Date: 20081008
Docket: IMM-52-08
Citation: 2008 FC 1138
Ottawa, Ontario, October 8,
2008
PRESENT: The Honourable Madam Justice Dawson
BETWEEN:
FRANCISCA DURAN LIMA AND GUADALUPE RIOS DURAN
Applicants
and
THE MINISTER OF CITIZENSHIP
AND IMMIGRATION
Respondent
REASONS FOR JUDGMENT AND
JUDGMENT
[1] Ms.
Duran Lima and her daughter, Ms. Rios Duran, are citizens of Mexico, who
resided in Mexico City in the Federal District, and who claimed refugee
protection on the basis of abuse Ms. Duran Lima suffered at the hands of her
common-law partner. Their claim was dismissed by the Refugee Protection
Division of the Immigration and Refugee Board (RPD).
[2] In its reasons, the RPD made comments to the
effect that Ms. Duran Lima made her one report to the police for the sole
purpose of supporting her refugee claim, and that one aspect of her claim was
embellished. However, I am satisfied that the RPD's decision to reject the
claim was based upon a single ground: the applicants had failed to rebut the
presumption of state protection.
[3] With respect to the RPD’s comments about
credibility, this Court has cautioned the RPD that any negative credibility
finding must be expressed in clear and unmistakable terms. No purpose is
served by making gratuitous comments about embellishment, or by casting
aspersions about motive, if the RPD is not prepared to make clear, rational
credibility findings that are supported by the evidence.
[4] Turning to the RPD's finding of state
protection, the applicants submit that the finding is unreasonable because the
RPD ignored documentary evidence that contradicted its conclusion, specifically
the expert opinion of Mr. Francisco Rico-Martinez.
[5] For the following reasons I have concluded
that the RPD did not err as alleged, and that its decision was reasonable.
[6] The RPD wrote that it had considered the
documents provided on the applicants' behalf and it expressly referred in a
footnote to the report of Mr. Rico-Martinez. The report was not, therefore,
overlooked.
[7] The RPD later went on to state that it
preferred the documentary evidence cited in its reasons to the information
submitted by the applicants (which included Mr. Rico-Martinez’ report) because
the "documentary evidence cited herein is drawn from a variety of reliable
and independent sources, none of whom can have any vested interest in whether
or not the claimants are determined to be Convention refugees."

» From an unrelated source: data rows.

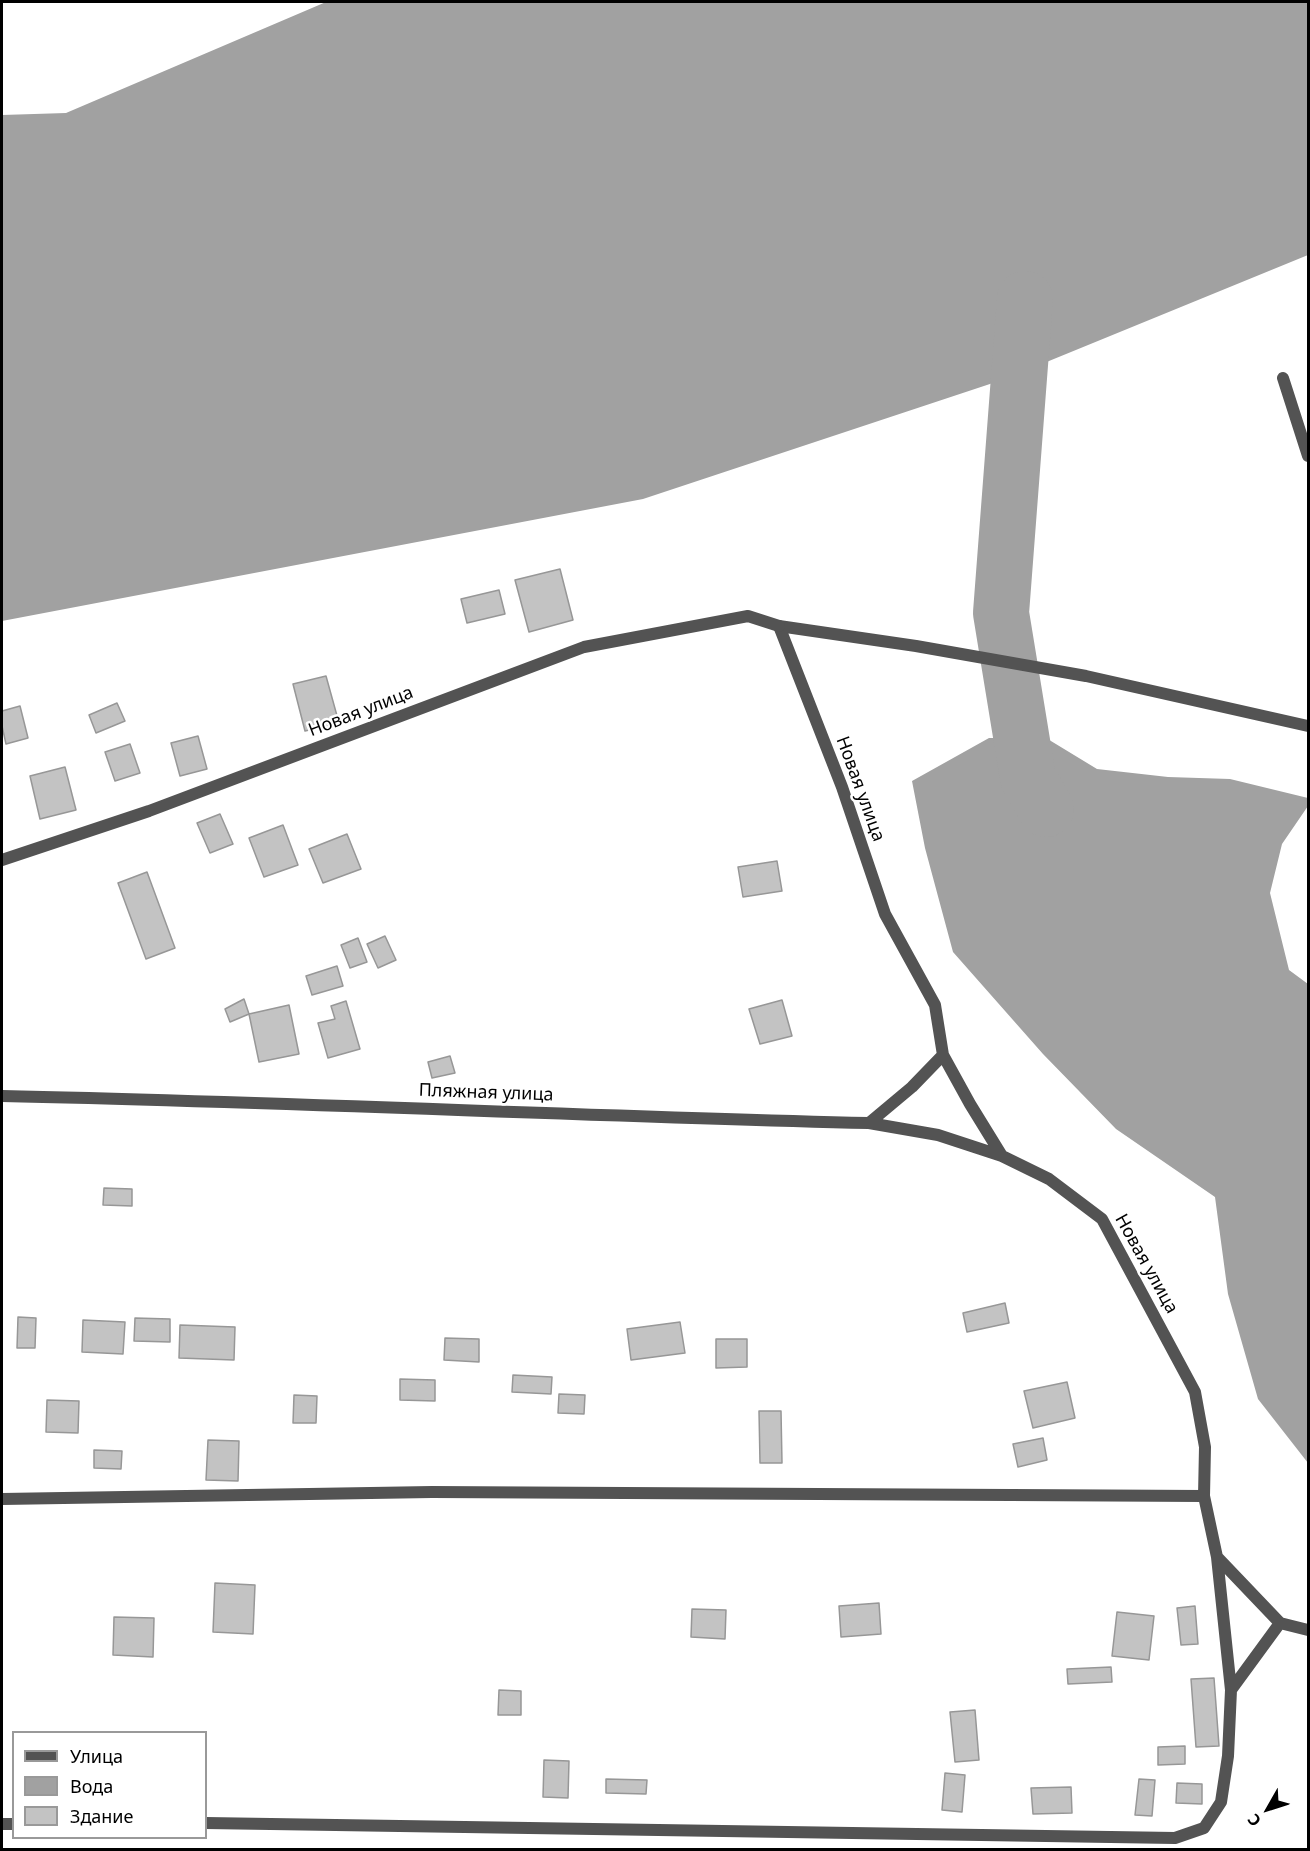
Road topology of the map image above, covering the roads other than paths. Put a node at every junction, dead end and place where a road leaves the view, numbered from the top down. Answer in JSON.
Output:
{"nodes":[{"id":1,"x":1283,"y":378,"type":"dead end"},
{"id":2,"x":1308,"y":456,"type":"edge"},
{"id":3,"x":779,"y":626,"type":"junction"},
{"id":4,"x":1308,"y":726,"type":"edge"},
{"id":5,"x":2,"y":860,"type":"edge"},
{"id":6,"x":943,"y":1055,"type":"junction"},
{"id":7,"x":2,"y":1096,"type":"edge"},
{"id":8,"x":869,"y":1123,"type":"junction"},
{"id":9,"x":1002,"y":1156,"type":"junction"},
{"id":10,"x":1204,"y":1496,"type":"junction"},
{"id":11,"x":2,"y":1499,"type":"edge"},
{"id":12,"x":1217,"y":1557,"type":"junction"},
{"id":13,"x":1280,"y":1623,"type":"junction"},
{"id":14,"x":1308,"y":1630,"type":"edge"},
{"id":15,"x":1231,"y":1690,"type":"junction"},
{"id":16,"x":207,"y":1823,"type":"edge"}],
"edges":[{"from":1,"to":2,"type":"street"},
{"from":3,"to":4,"type":"street"},
{"from":3,"to":5,"type":"street","name":"Новая улица"},
{"from":3,"to":6,"type":"street","name":"Новая улица"},
{"from":6,"to":8,"type":"street"},
{"from":6,"to":9,"type":"street","name":"Новая улица"},
{"from":7,"to":8,"type":"street","name":"Пляжная улица"},
{"from":8,"to":9,"type":"street","name":"Пляжная улица"},
{"from":9,"to":10,"type":"street","name":"Новая улица"},
{"from":10,"to":11,"type":"street"},
{"from":10,"to":12,"type":"street","name":"Новая улица"},
{"from":12,"to":13,"type":"street"},
{"from":12,"to":15,"type":"street","name":"Новая улица"},
{"from":13,"to":14,"type":"street"},
{"from":13,"to":15,"type":"street"},
{"from":15,"to":16,"type":"street","name":"Новая улица"}]}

[8] Mr. Rico-Martinez describes himself to be a
"co-director of FCJ Refugee Centre (formerly known as FCJ Hamilton House
Refugee Project: an institution that strives to meet the diverse needs of
uprooted people, particularly refugee claimants and non-status people)."
He states that he has "a long history of advocacy and volunteer activity
on behalf of victims of human rights violations, particularly refugees."
It is for the RPD to assess the weight to be given to evidence before it. I am
not persuaded that it was unreasonable for the RPD to prefer evidence that
conflicted with Mr. Rico-Martinez’ evidence for the reasons given by the RPD.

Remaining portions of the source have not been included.